Objectives: The objective of this study was to identify optimal renal dose adjustments for 2 g of cefepime every 8 h as a 3 h infusion where the probability of target attainment was optimized and drug accumulation was minimal.
Methods: Embedded with a population pharmacokinetic model derived in a population of hospitalized patients with varying degrees of renal function, a series of 5000-subject Monte Carlo simulations using ADAPT 5 were performed for 3 h infusions of 2 g every 6, 8, 12 and 24 h. To assess exposure profiles across various levels of renal function, the estimated CLCR was ﬁxed at values between 20 and 150 mL/min. For each regimen examined, the fraction of simulated subjects who achieved free drug concentrations in excess of the MIC for ≥60% of the dosing interval (60% fT > MIC) at the various CLCR levels was determined and this information was used to identify optimal renal dose adjustments without profound drug exposure.

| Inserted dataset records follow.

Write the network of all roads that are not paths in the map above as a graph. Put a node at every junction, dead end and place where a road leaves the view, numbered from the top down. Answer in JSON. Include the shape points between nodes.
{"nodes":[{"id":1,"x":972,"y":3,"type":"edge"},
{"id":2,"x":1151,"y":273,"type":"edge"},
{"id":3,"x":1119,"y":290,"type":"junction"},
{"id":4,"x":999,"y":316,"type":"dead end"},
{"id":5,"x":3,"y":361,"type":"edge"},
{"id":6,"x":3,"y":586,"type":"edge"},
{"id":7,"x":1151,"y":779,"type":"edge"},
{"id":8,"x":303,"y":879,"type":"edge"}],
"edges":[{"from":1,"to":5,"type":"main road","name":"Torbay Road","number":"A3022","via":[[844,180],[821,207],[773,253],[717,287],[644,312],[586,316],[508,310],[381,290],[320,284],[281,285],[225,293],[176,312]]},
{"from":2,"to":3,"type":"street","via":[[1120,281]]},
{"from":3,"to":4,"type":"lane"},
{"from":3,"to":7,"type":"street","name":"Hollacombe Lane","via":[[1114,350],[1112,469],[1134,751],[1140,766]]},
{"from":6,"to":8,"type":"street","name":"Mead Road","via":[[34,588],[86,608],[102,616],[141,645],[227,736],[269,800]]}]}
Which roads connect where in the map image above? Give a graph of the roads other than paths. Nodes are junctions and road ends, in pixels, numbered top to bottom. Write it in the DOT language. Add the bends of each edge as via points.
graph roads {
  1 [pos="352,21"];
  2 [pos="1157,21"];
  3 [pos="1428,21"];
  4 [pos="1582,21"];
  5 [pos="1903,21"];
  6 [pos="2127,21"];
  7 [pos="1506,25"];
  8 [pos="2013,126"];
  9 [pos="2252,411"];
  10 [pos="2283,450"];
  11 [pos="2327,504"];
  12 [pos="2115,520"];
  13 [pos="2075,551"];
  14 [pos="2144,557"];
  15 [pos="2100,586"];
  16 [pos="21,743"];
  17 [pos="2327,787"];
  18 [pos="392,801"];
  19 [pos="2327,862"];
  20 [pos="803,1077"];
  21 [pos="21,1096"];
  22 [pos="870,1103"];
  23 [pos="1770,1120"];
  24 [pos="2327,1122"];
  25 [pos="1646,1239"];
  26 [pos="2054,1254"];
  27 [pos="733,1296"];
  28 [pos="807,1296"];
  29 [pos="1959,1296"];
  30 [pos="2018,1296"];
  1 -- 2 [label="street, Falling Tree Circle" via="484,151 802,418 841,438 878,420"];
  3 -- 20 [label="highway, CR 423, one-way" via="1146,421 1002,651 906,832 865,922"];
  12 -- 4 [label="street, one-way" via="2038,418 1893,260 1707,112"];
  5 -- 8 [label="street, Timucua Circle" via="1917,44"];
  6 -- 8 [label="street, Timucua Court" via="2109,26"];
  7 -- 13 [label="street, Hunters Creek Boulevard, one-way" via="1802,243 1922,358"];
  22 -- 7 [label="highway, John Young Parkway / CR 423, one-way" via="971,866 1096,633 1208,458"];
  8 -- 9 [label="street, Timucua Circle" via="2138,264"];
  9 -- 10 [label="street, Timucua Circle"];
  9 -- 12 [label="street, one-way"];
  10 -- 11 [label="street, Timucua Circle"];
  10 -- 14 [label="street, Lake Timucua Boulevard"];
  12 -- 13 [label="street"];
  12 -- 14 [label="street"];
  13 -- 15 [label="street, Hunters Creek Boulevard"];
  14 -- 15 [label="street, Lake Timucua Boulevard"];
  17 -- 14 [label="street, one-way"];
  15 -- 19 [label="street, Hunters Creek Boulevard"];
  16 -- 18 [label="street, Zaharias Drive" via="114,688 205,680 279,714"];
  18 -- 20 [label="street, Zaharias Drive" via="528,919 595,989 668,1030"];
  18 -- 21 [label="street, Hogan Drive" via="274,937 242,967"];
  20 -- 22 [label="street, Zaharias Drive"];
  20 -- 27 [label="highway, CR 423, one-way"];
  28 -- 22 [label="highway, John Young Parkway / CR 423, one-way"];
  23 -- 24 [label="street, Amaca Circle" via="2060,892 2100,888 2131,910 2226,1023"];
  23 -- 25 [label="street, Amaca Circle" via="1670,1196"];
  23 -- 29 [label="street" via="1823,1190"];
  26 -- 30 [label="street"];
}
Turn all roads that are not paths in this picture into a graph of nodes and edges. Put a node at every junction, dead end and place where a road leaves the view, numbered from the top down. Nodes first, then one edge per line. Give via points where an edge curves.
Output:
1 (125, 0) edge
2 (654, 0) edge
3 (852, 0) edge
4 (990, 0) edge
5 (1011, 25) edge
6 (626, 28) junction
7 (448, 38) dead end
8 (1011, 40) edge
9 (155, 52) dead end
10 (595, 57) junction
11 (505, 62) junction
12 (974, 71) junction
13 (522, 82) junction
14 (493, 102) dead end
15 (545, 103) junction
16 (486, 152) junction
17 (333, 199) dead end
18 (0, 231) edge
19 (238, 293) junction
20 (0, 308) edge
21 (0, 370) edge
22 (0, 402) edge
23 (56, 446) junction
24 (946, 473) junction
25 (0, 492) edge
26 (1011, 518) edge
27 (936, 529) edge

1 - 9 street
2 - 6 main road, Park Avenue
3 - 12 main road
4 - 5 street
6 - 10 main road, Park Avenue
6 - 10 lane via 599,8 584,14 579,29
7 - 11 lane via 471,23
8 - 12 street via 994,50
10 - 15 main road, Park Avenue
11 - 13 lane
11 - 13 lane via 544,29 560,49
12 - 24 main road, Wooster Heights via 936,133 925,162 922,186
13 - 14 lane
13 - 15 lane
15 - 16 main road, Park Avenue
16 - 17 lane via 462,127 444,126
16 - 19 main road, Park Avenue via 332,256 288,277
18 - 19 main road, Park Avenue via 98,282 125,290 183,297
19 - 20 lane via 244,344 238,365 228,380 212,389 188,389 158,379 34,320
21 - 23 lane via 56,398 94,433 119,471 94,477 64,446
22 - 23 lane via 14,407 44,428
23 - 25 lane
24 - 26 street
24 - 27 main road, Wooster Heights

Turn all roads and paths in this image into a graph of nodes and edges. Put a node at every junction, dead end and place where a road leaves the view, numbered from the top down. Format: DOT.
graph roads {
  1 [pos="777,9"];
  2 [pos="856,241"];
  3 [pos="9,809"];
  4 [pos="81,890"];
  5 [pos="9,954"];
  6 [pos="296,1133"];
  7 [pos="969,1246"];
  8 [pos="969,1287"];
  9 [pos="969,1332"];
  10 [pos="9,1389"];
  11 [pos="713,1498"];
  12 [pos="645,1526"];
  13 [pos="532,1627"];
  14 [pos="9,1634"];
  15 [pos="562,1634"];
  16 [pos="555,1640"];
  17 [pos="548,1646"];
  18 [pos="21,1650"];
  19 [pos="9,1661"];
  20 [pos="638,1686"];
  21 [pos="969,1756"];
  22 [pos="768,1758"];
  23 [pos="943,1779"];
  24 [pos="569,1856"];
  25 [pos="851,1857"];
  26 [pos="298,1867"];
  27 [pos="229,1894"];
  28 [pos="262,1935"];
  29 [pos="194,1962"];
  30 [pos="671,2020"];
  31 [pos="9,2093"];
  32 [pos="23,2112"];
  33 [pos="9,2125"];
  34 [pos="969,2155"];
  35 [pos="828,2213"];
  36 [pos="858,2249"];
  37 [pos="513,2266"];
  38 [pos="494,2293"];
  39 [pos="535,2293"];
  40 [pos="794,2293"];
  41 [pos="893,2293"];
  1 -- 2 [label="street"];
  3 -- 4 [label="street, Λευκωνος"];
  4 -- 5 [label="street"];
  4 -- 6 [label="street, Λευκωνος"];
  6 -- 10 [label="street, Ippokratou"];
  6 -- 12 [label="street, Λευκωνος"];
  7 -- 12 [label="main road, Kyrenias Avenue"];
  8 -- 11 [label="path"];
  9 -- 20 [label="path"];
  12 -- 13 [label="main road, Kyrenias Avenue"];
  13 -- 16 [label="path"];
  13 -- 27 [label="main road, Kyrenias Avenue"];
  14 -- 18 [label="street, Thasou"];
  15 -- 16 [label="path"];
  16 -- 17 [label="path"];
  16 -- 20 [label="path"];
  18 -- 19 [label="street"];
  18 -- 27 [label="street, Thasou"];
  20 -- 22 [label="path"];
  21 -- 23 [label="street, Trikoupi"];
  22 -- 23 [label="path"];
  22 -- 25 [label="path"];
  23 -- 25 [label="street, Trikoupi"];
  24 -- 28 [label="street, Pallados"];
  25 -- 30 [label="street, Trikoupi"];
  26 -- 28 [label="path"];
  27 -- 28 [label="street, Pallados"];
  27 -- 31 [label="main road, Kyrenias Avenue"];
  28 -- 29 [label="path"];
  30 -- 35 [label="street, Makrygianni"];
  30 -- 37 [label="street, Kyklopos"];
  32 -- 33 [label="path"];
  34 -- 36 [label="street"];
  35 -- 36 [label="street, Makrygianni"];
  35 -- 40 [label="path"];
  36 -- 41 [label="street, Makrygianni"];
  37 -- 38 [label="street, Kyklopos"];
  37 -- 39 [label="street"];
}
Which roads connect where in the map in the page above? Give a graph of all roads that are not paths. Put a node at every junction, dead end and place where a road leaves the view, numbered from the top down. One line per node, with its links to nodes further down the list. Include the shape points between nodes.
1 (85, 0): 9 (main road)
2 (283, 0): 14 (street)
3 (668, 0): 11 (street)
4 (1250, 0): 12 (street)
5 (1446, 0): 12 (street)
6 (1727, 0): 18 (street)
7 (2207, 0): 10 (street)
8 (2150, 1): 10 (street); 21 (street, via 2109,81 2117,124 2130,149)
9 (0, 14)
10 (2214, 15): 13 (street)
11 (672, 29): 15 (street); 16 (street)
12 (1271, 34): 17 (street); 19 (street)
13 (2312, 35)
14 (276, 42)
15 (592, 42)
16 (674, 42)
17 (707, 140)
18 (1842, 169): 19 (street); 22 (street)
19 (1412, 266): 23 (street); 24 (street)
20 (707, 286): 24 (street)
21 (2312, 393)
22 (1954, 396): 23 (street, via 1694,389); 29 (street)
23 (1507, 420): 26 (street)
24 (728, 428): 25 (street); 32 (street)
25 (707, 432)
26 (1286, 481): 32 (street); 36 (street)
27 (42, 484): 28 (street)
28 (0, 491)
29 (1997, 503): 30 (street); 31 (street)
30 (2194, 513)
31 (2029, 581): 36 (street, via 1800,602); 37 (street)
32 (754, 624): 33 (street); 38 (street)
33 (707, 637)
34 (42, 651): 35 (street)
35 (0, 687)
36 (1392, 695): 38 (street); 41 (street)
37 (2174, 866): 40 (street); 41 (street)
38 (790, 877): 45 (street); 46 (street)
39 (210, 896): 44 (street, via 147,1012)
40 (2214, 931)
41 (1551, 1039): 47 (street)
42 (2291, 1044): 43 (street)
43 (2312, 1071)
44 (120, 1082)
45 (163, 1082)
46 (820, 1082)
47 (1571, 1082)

Results: In the Monte Carlo simulations, modification of the parent regimen (2 g every 8 h) to 2 g every 6 h for CLCR >120 mL/min and extension of the dosing interval to every 12 and 24 h at CLCR of 60 and 20 mL/min, respectively, provided favourable probability of target attainment profiles without profound drug exposure.
Conclusions: The findings from this study identified renal dose alteration regimens that yielded favourable pharmacodynamic profiles without excessive drug exposure. As these findings were based on mathematical models, they should be validated in the clinical arena.
Keywords: Monte Carlo simulations; antibiotic therapy; pharmacodynamics; pharmacokinetics.